Por cada Gilgamesh, Thor o el Rey Arturo, sin duda existieron muchos otros héroes desconocidos y nunca serán descubiertos. Esto es lo que revela el historiador Jean-Baptiste Camps, que se basa en un nuevo método que acaba de desarrollar para encontrar rastros de textos antiguos.
Los nombres comúnmente asociados con los cuentos épicos no son los únicos héroes del pasado: son, sin embargo, los únicos que han sobrevivido a través del tiempo, informa The Debrief. Baptiste Camps y sus colegas descubrieron un enfoque científico que les permitió estimar el volumen de literatura antigua perdida. ¿Como? Analizando las referencias en textos conocidos, a menudo textos caballerescos que se remontan al siglo XII.
Las conclusiones del equipo son desconcertantes: según sus simulaciones, el 60% de las obras escritas en este período han desaparecido por completo. Y entre las obras que han llegado hasta nosotros, más del 95% de las copias manuscritas que alguna vez existieron se habrían perdido para siempre.

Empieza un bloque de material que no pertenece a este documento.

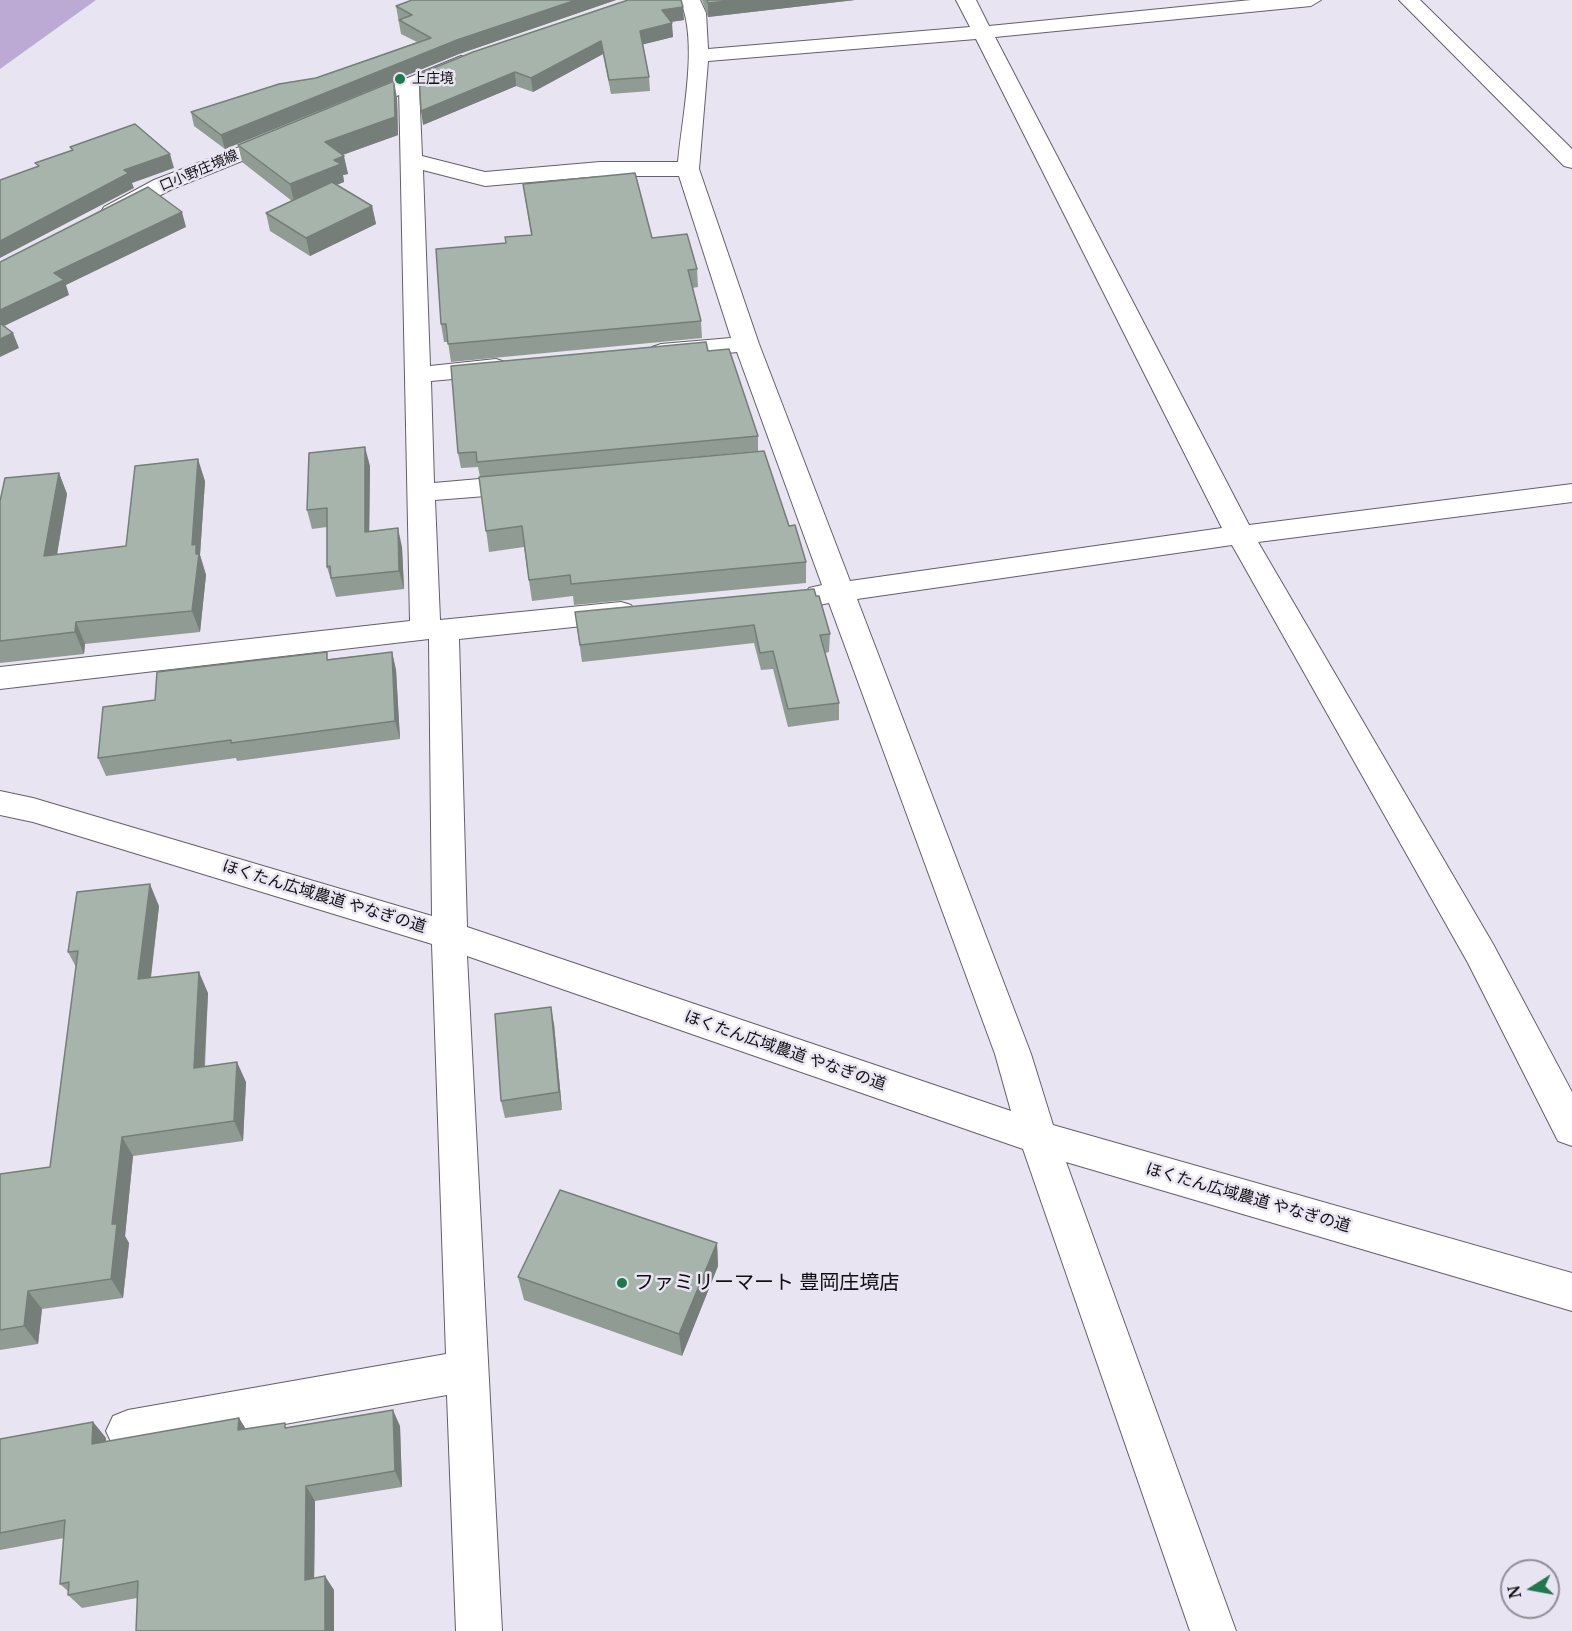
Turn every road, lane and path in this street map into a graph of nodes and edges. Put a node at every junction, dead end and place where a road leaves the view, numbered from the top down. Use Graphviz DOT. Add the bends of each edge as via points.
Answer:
graph roads {
  1 [pos="690,0"];
  2 [pos="966,0"];
  3 [pos="1311,0"];
  4 [pos="1409,0"];
  5 [pos="984,32"];
  6 [pos="477,56"];
  7 [pos="698,56"];
  8 [pos="409,85"];
  9 [pos="334,116"];
  10 [pos="302,129"];
  11 [pos="411,160"];
  12 [pos="1572,161"];
  13 [pos="688,170"];
  14 [pos="91,223"];
  15 [pos="746,344"];
  16 [pos="640,354"];
  17 [pos="523,365"];
  18 [pos="417,375"];
  19 [pos="551,481"];
  20 [pos="421,493"];
  21 [pos="1572,493"];
  22 [pos="1240,535"];
  23 [pos="839,592"];
  24 [pos="797,597"];
  25 [pos="647,610"];
  26 [pos="434,629"];
  27 [pos="0,678"];
  28 [pos="0,803"];
  29 [pos="449,935"];
  30 [pos="1572,1129"];
  31 [pos="1038,1137"];
  32 [pos="1572,1292"];
  33 [pos="468,1371"];
  34 [pos="128,1431"];
  35 [pos="479,1631"];
  36 [pos="1213,1631"];
  1 -- 7 [label="street" via="696,13"];
  2 -- 5 [label="street"];
  3 -- 5 [label="street"];
  4 -- 12 [label="street"];
  5 -- 7 [label="street"];
  5 -- 22 [label="street"];
  6 -- 8 [label="street"];
  7 -- 13 [label="street"];
  8 -- 9 [label="street"];
  8 -- 11 [label="street"];
  10 -- 14 [label="street, 口小野庄境線" via="162,185"];
  11 -- 13 [label="street" via="484,179 600,169"];
  11 -- 18 [label="street"];
  13 -- 15 [label="street"];
  15 -- 16 [label="street"];
  15 -- 23 [label="street" via="777,460"];
  17 -- 18 [label="street"];
  18 -- 20 [label="street"];
  19 -- 20 [label="street"];
  20 -- 26 [label="street"];
  21 -- 22 [label="street"];
  22 -- 23 [label="street"];
  22 -- 30 [label="street" via="1481,954"];
  23 -- 24 [label="street"];
  23 -- 31 [label="street" via="1013,1054"];
  25 -- 26 [label="street"];
  26 -- 27 [label="street"];
  26 -- 29 [label="street"];
  28 -- 29 [label="street, ほくたん広域農道 やなぎの道"];
  29 -- 31 [label="street, ほくたん広域農道 やなぎの道"];
  29 -- 33 [label="street"];
  31 -- 32 [label="street, ほくたん広域農道 やなぎの道"];
  31 -- 36 [label="street"];
  33 -- 34 [label="street"];
  33 -- 35 [label="street"];
}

Antes de la invención de la imprenta, los textos tenían que copiarse a mano, con su cuota de errores e inconsistencias. Son precisamente estas pequeñas variaciones, de una copia a otra, las que permiten a los investigadores reconstruir un instrumento llamado “escudo de armas”: una especie de árbol genealógico del texto, que rastrea qué ejemplar proviene de cuál otro.
Árbol genealógico
Pero estos árboles genealógicos tienen un límite: evidentemente sólo pueden reconstruirse a partir de las copias que han sobrevivido hasta la fecha. Todas las versiones intermedias, hoy desaparecidas sin dejar rastro, siguen siendo invisibles. ¿Contenían información esencial para comprender las historias? Nunca lo sabremos.
Evidentemente, cuanto menos se copia un texto, menos probabilidades hay de que llegue a nosotros. Si no quedan copias del trabajo original, cualquier derivado superviviente es una rama secundaria del árbol genealógico de ese manuscrito. Tanto es así que da dificultades a los especialistas en lengua a través del análisis de textos, llamados filólogos, que intentan saber cómo preservar los conocimientos de la antigüedad.
Tomemos el ejemplo de La canción de Rolando.esta historia del siglo XI, que muchos de nosotros estudiamos en la universidad, que cuenta las hazañas de un líder en el año 778 d.C.: es la obra de literatura francesa más antigua que ha llegado hasta nosotros. La versión más conocida del héroe procede de varias copias manuscritas realizadas a lo largo del tiempo. Podemos deducir que fue una historia muy popular, pero también significa que sus versiones más antiguas, las originales, probablemente hoy nos sean desconocidas.
¿Cómo es posible que ese conocimiento se haya perdido tanto con el tiempo? ¿Fue causado por un accidente grave, como el incendio de la Biblioteca de Alejandría? ¿O toda una serie de factores ocurridos durante un largo período de tiempo que llevaron a la pérdida de este antiguo conocimiento?
Varios otros casos relacionados con acontecimientos fortuitos, accidentes y desastres naturales ponen de relieve otras razones de la fragilidad del conocimiento. Uno de ellos, destacado por Camps y sus colegas, es evidente: la peste negra que, además de devastar Europa y diezmar poblaciones, probablemente también contribuyó significativamente a la destrucción de manuscritos antiguos.